Plusieurs thématiques sont ressorties des discussions du 14 avril et des attentes exprimées par les participant.e.s lors de ce dernier Lundi en Commun, à savoir :

  • La rémunération des élus : peut on bouger ça ?
  • Les droits de l’opposition : la communication ; la proposition (cf Dominique Filatre le 14 avril) de s’inspirer du rôle de questeur pour reconnaître à un élu de l’opposition, le droit d’obtenir les réponses sur toutes questions concernant le fonctionnement intérieur de la municipalité.
  • Questions orales et écrites : voir les différentes déclinaisons dans le document de l’AMF.
  • Proposition (D. Filatre) d’une responsabilité de « rendre des comptes » auprès des habitants (reddition des comptes) avec la création d’un jury citoyen au lieu du bilan de fin de mandat.
  • Mise à l’agenda de questions au CM par les habitants eux mêmes (cf Jo Spiegel avec la maison de la citoyenneté de Kingersheim).
  • Apporter une attention à la qualité du fonctionnement municipal dans la prise de décision mais aussi la qualité des relations entre les élu.e.s, dialogue, des séances des CM). Fait écho à Saillans avec le conseil des sages transformé en observatoire de la participation.
  • Nombreuses questions sur les commissions et délégations : quelle qualité de fonctionnement on peut décrire ?
  • La communication : pas évoqué lors du 1er atelier. Point à noter.
  • Comment faire entrer les ambitions de schéma de gouvernance démocratique dans le RI ?
  • Comment peser dans l’élaboration du RI en tant qu’élu minoritaire/d’opposition?: l’opposition peut déposer des amendements et peut poser des jalons dès le début du mandat pour dire qu’elle sera présente
  • Au moment de voter le RI il y a 5 jours entre la présentation et le vote. Ça va donc très vite.
  • Comment faire du travail sur le RI un exercice de transparence et de participation avec les habitants ? (Ex: profiter du contexte COVID pour inciter les habitants à suivre les CM en live et les questions sur le RI)
  • Comment intégrer la dimension des assemblée citoyennes et des observatoires citoyens dans le RI ? Dedans ou à part ? Dans le chapitre des commissions ?
  • RI très cadré, quelles latitudes dans la rédaction d’un RI ?
  • Comment ne pas se mettre en mal avec la légalité, mais créer des espaces d’ouverture sans écrire noir sur blanc (Ex: le fonctionnement en binôme du maire ne peut pas être mis au RI)
  • Le RI est une première occasion de pédagogie pour expliquer la complexité du fonctionnement municipal.
  • Quelle place (incontournable ou non) du DGS ? Peut-il s’opposer à une proposition de RI ?

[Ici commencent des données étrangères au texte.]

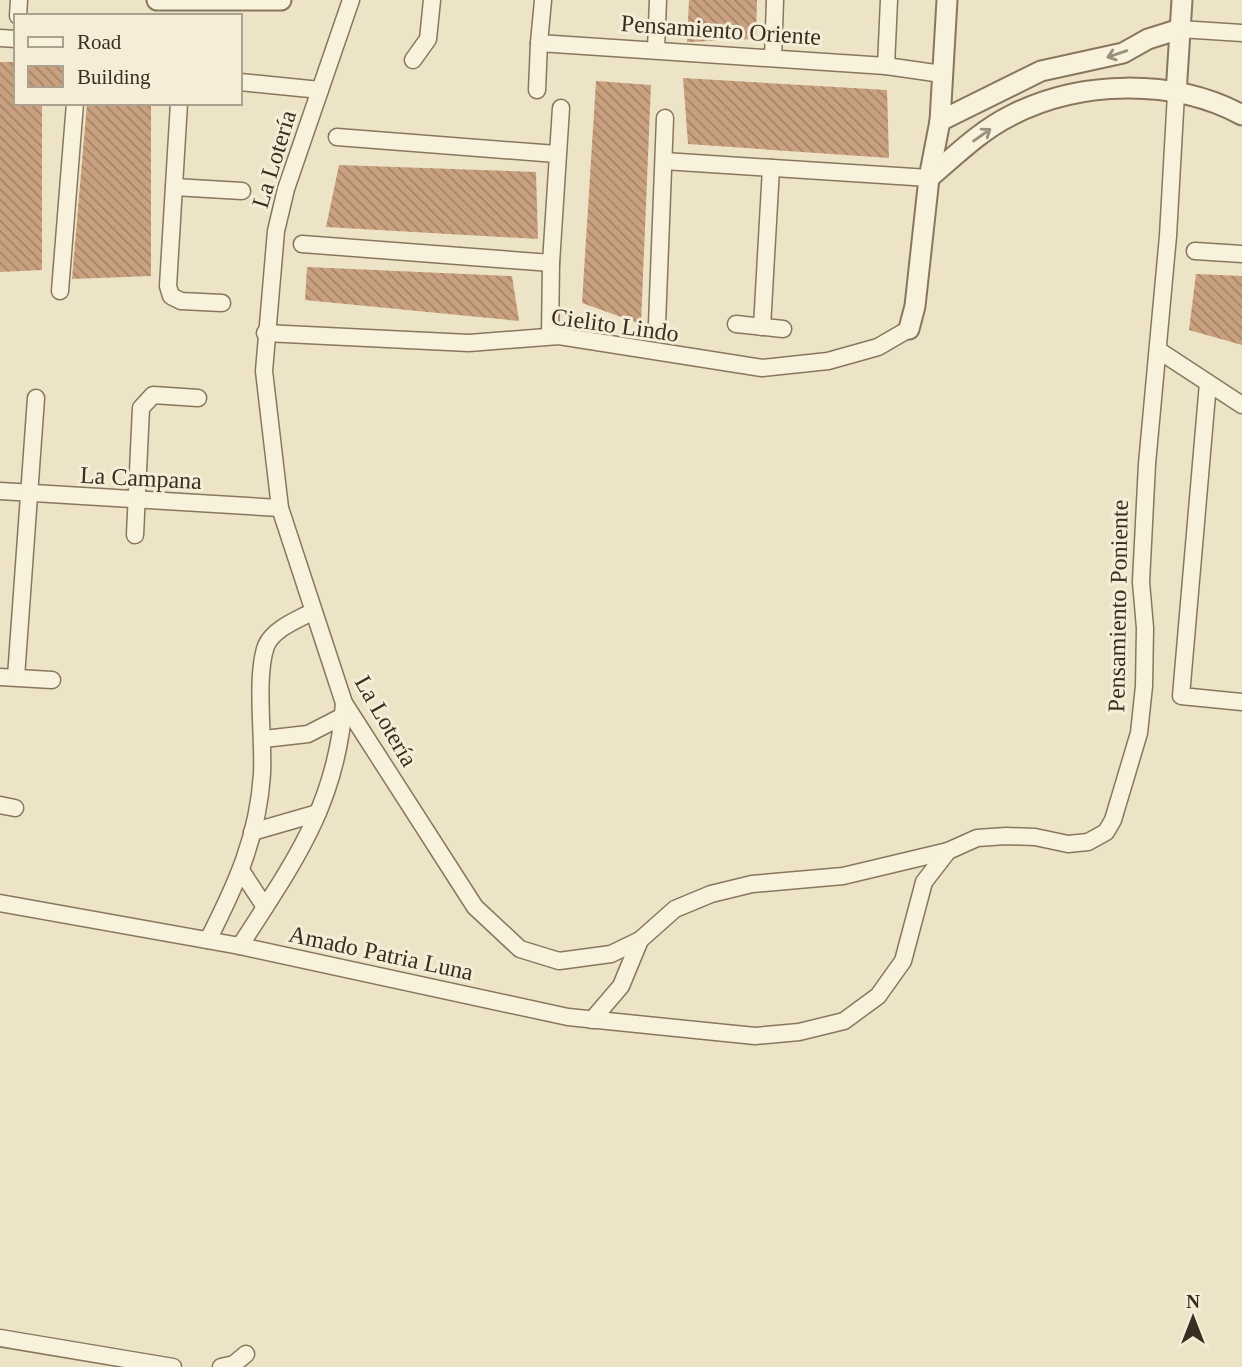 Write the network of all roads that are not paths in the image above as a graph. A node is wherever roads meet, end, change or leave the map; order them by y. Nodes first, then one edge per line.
1 (157, 0) edge
2 (281, 0) edge
3 (351, 0) edge
4 (432, 0) edge
5 (543, 0) edge
6 (658, 0) edge
7 (775, 0) edge
8 (889, 0) edge
9 (947, 0) edge
10 (1182, 0) edge
11 (1180, 29) junction
12 (1242, 33) edge
13 (539, 43) junction
14 (656, 49) junction
15 (773, 58) junction
16 (413, 60) dead end
17 (886, 66) junction
18 (942, 74) junction
19 (242, 82) edge
20 (320, 90) junction
21 (537, 90) dead end
22 (1176, 94) junction
23 (75, 105) edge
24 (179, 105) edge
25 (561, 108) dead end
26 (1242, 114) edge
27 (665, 118) dead end
28 (940, 121) junction
29 (337, 137) dead end
30 (556, 154) junction
31 (664, 161) junction
32 (771, 168) junction
33 (929, 178) junction
34 (174, 187) junction
35 (242, 191) dead end
36 (302, 244) dead end
37 (1195, 250) dead end
38 (1242, 254) edge
39 (551, 263) junction
40 (60, 291) dead end
41 (222, 303) dead end
42 (657, 324) dead end
43 (736, 324) dead end
44 (762, 327) junction
45 (909, 329) joint
46 (783, 330) dead end
47 (265, 333) junction
48 (550, 336) junction
49 (1158, 350) junction
50 (1208, 383) junction
51 (36, 398) dead end
52 (198, 398) dead end
53 (1242, 405) edge
54 (0, 491) edge
55 (30, 494) junction
56 (135, 500) junction
57 (280, 508) junction
58 (135, 535) dead end
59 (312, 612) junction
60 (8, 677) edge
61 (52, 680) dead end
62 (1242, 702) edge
63 (344, 709) junction
64 (264, 739) junction
65 (318, 813) junction
66 (252, 832) junction
67 (948, 851) junction
68 (242, 872) junction
69 (0, 903) edge
70 (265, 907) junction
71 (208, 940) junction
72 (640, 940) junction
73 (240, 946) junction
74 (592, 1020) junction
75 (755, 1036) joint
76 (0, 1338) edge
77 (246, 1354) dead end
78 (173, 1367) edge
79 (221, 1367) edge

1 - 2 street
3 - 20 street, La Lotería
4 - 16 street
5 - 13 street
6 - 14 street
7 - 15 street
8 - 17 street
9 - 18 street
10 - 11 street, Pensamiento Poniente
11 - 12 street
11 - 22 street, Pensamiento Poniente
11 -> 28 street
13 - 14 street, Pensamiento Oriente
13 - 21 street
14 - 15 street, Pensamiento Oriente
15 - 17 street, Pensamiento Oriente
17 - 18 street, Pensamiento Oriente
18 - 28 street
19 - 20 street
20 - 47 street, La Lotería
22 - 26 street
33 -> 22 street
22 - 49 street, Pensamiento Poniente
23 - 40 street
24 - 34 street
25 - 30 street
27 - 31 street
28 - 33 street
29 - 30 street
30 - 39 street
31 - 32 street
31 - 42 street
32 - 33 street
32 - 44 street
33 - 45 street
34 - 35 street
34 - 41 street
36 - 39 street
37 - 38 street
39 - 48 street
43 - 44 street
44 - 46 street
45 - 48 street, Cielito Lindo
47 - 48 street, Cielito Lindo
47 - 57 street, La Lotería
49 - 50 street
49 - 67 street, Pensamiento Poniente
50 - 53 street
50 - 62 street
51 - 55 street
52 - 56 street
54 - 55 street, La Campana
55 - 56 street, La Campana
55 - 60 street
56 - 57 street, La Campana
56 - 58 street
57 - 59 street, La Lotería
59 - 63 street, La Lotería
59 - 64 street
60 - 61 street
63 - 64 street
63 - 65 street
63 - 72 street, La Lotería
64 - 66 street
65 - 66 street
65 - 70 street
66 - 68 street
67 - 72 street, La Lotería
67 - 75 street, Pensamiento Poniente
68 - 70 street
68 - 71 street
69 - 71 street, Amado Patria Luna
70 - 73 street
71 - 73 street, Amado Patria Luna
72 - 74 street
73 - 74 street, Amado Patria Luna
74 - 75 street, Amado Patria Luna
76 - 78 street
77 - 79 street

5 axes de travail sont retenus pour avancer sur l’écriture collective des dispositions du règlement intérieur et le partage de ressources inspirantes (règlements intérieurs d’autres communes, articles, liens) :

  • Participation citoyenne/participation habitante/schéma de gouvernance-RI:
  • Communication
  • Droit de l’opposition
  • Mobilisation collective autour d’un règlement intérieur
  • Cadre juridique

Un espace de travail dédié et une mailing liste seront créés pour les participant.e.s des ateliers des 14 avril et du 8 juin dédiés au règlement intérieur. Une réunion hebdomadaire permettra de faire le point sur l’avancée des contributions.

Le résultat de ce travail collectif sera partagé et mis en discussion lors du Lundi en Commun du 6 juillet prochain.